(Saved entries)
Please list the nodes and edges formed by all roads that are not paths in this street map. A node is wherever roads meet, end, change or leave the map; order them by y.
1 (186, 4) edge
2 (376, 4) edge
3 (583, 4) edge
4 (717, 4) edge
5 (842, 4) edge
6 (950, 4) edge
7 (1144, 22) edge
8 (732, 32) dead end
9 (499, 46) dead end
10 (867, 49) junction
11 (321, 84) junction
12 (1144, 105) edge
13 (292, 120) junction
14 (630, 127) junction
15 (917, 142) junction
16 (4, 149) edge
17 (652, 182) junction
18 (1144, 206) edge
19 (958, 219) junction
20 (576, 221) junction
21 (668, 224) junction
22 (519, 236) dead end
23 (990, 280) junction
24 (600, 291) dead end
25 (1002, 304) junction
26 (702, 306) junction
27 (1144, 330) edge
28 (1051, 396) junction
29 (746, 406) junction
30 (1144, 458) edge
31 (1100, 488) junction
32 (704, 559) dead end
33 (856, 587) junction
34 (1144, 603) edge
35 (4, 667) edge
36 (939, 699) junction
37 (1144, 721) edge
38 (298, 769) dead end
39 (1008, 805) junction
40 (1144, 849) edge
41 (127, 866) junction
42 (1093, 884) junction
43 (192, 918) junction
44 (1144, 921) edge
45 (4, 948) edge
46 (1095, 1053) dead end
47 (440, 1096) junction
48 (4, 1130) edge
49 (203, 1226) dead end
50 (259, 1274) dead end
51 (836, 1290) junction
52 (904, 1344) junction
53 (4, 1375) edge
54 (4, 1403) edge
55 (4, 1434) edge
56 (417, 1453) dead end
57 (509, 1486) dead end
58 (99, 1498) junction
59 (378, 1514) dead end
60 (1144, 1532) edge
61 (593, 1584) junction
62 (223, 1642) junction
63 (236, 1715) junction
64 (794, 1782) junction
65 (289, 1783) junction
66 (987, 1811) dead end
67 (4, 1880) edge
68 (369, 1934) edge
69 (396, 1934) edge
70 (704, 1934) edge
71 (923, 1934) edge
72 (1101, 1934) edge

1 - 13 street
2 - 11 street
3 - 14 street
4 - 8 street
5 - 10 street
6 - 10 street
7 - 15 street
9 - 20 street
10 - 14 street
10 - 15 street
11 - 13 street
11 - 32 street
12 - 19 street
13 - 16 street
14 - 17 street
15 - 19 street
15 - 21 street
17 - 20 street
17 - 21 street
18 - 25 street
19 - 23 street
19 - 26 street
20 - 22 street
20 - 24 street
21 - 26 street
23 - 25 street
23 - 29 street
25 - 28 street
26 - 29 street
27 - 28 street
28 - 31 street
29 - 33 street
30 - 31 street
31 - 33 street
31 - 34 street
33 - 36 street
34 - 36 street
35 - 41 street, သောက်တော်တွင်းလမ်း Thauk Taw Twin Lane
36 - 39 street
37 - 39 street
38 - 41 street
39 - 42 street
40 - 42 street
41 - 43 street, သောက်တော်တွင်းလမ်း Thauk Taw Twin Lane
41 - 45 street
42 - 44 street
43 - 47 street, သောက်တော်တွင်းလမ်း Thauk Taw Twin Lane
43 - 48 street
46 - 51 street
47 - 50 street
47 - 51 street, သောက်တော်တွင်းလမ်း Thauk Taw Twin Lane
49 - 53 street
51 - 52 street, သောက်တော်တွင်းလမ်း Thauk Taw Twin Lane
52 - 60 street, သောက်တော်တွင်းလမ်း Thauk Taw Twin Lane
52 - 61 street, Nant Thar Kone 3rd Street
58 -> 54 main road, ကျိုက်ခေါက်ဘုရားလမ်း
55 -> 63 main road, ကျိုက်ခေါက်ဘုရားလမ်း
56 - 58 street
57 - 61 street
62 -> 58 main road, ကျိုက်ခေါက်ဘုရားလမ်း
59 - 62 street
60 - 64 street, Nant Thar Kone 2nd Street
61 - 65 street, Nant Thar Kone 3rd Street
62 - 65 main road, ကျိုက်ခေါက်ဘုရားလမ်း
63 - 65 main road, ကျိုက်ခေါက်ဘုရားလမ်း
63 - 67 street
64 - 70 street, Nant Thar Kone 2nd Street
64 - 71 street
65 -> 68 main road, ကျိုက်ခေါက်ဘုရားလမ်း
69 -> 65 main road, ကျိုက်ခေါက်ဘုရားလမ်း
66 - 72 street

YOUR GOAL> Give back each entry so that it matches the original word for word.

EXERCISE SOLUTION>
Please list the nodes and edges formed by all roads that are not paths in this street map. A node is wherever roads meet, end, change or leave the map; order them by y.
1 (186, 4) edge
2 (376, 4) edge
3 (583, 4) edge
4 (717, 4) edge
5 (842, 4) edge
6 (950, 4) edge
7 (1144, 22) edge
8 (732, 32) dead end
9 (499, 46) dead end
10 (867, 49) junction
11 (321, 84) junction
12 (1144, 105) edge
13 (292, 120) junction
14 (630, 127) junction
15 (917, 142) junction
16 (4, 149) edge
17 (652, 182) junction
18 (1144, 206) edge
19 (958, 219) junction
20 (576, 221) junction
21 (668, 224) junction
22 (519, 236) dead end
23 (990, 280) junction
24 (600, 291) dead end
25 (1002, 304) junction
26 (702, 306) junction
27 (1144, 330) edge
28 (1051, 396) junction
29 (746, 406) junction
30 (1144, 458) edge
31 (1100, 488) junction
32 (704, 559) dead end
33 (856, 587) junction
34 (1144, 603) edge
35 (4, 667) edge
36 (939, 699) junction
37 (1144, 721) edge
38 (298, 769) dead end
39 (1008, 805) junction
40 (1144, 849) edge
41 (127, 866) junction
42 (1093, 884) junction
43 (192, 918) junction
44 (1144, 921) edge
45 (4, 948) edge
46 (1095, 1053) dead end
47 (440, 1096) junction
48 (4, 1130) edge
49 (203, 1226) dead end
50 (259, 1274) dead end
51 (836, 1290) junction
52 (904, 1344) junction
53 (4, 1375) edge
54 (4, 1403) edge
55 (4, 1434) edge
56 (417, 1453) dead end
57 (509, 1486) dead end
58 (99, 1498) junction
59 (378, 1514) dead end
60 (1144, 1532) edge
61 (593, 1584) junction
62 (223, 1642) junction
63 (236, 1715) junction
64 (794, 1782) junction
65 (289, 1783) junction
66 (987, 1811) dead end
67 (4, 1880) edge
68 (369, 1934) edge
69 (396, 1934) edge
70 (704, 1934) edge
71 (923, 1934) edge
72 (1101, 1934) edge

1 - 13 street
2 - 11 street
3 - 14 street
4 - 8 street
5 - 10 street
6 - 10 street
7 - 15 street
9 - 20 street
10 - 14 street
10 - 15 street
11 - 13 street
11 - 32 street
12 - 19 street
13 - 16 street
14 - 17 street
15 - 19 street
15 - 21 street
17 - 20 street
17 - 21 street
18 - 25 street
19 - 23 street
19 - 26 street
20 - 22 street
20 - 24 street
21 - 26 street
23 - 25 street
23 - 29 street
25 - 28 street
26 - 29 street
27 - 28 street
28 - 31 street
29 - 33 street
30 - 31 street
31 - 33 street
31 - 34 street
33 - 36 street
34 - 36 street
35 - 41 street, သောက်တော်တွင်းလမ်း Thauk Taw Twin Lane
36 - 39 street
37 - 39 street
38 - 41 street
39 - 42 street
40 - 42 street
41 - 43 street, သောက်တော်တွင်းလမ်း Thauk Taw Twin Lane
41 - 45 street
42 - 44 street
43 - 47 street, သောက်တော်တွင်းလမ်း Thauk Taw Twin Lane
43 - 48 street
46 - 51 street
47 - 50 street
47 - 51 street, သောက်တော်တွင်းလမ်း Thauk Taw Twin Lane
49 - 53 street
51 - 52 street, သောက်တော်တွင်းလမ်း Thauk Taw Twin Lane
52 - 60 street, သောက်တော်တွင်းလမ်း Thauk Taw Twin Lane
52 - 61 street, Nant Thar Kone 3rd Street
58 -> 54 main road, ကျိုက်ခေါက်ဘုရားလမ်း
55 -> 63 main road, ကျိုက်ခေါက်ဘုရားလမ်း
56 - 58 street
57 - 61 street
62 -> 58 main road, ကျိုက်ခေါက်ဘုရားလမ်း
59 - 62 street
60 - 64 street, Nant Thar Kone 2nd Street
61 - 65 street, Nant Thar Kone 3rd Street
62 - 65 main road, ကျိုက်ခေါက်ဘုရားလမ်း
63 - 65 main road, ကျိုက်ခေါက်ဘုရားလမ်း
63 - 67 street
64 - 70 street, Nant Thar Kone 2nd Street
64 - 71 street
65 -> 68 main road, ကျိုက်ခေါက်ဘုရားလမ်း
69 -> 65 main road, ကျိုက်ခေါက်ဘုရားလမ်း
66 - 72 street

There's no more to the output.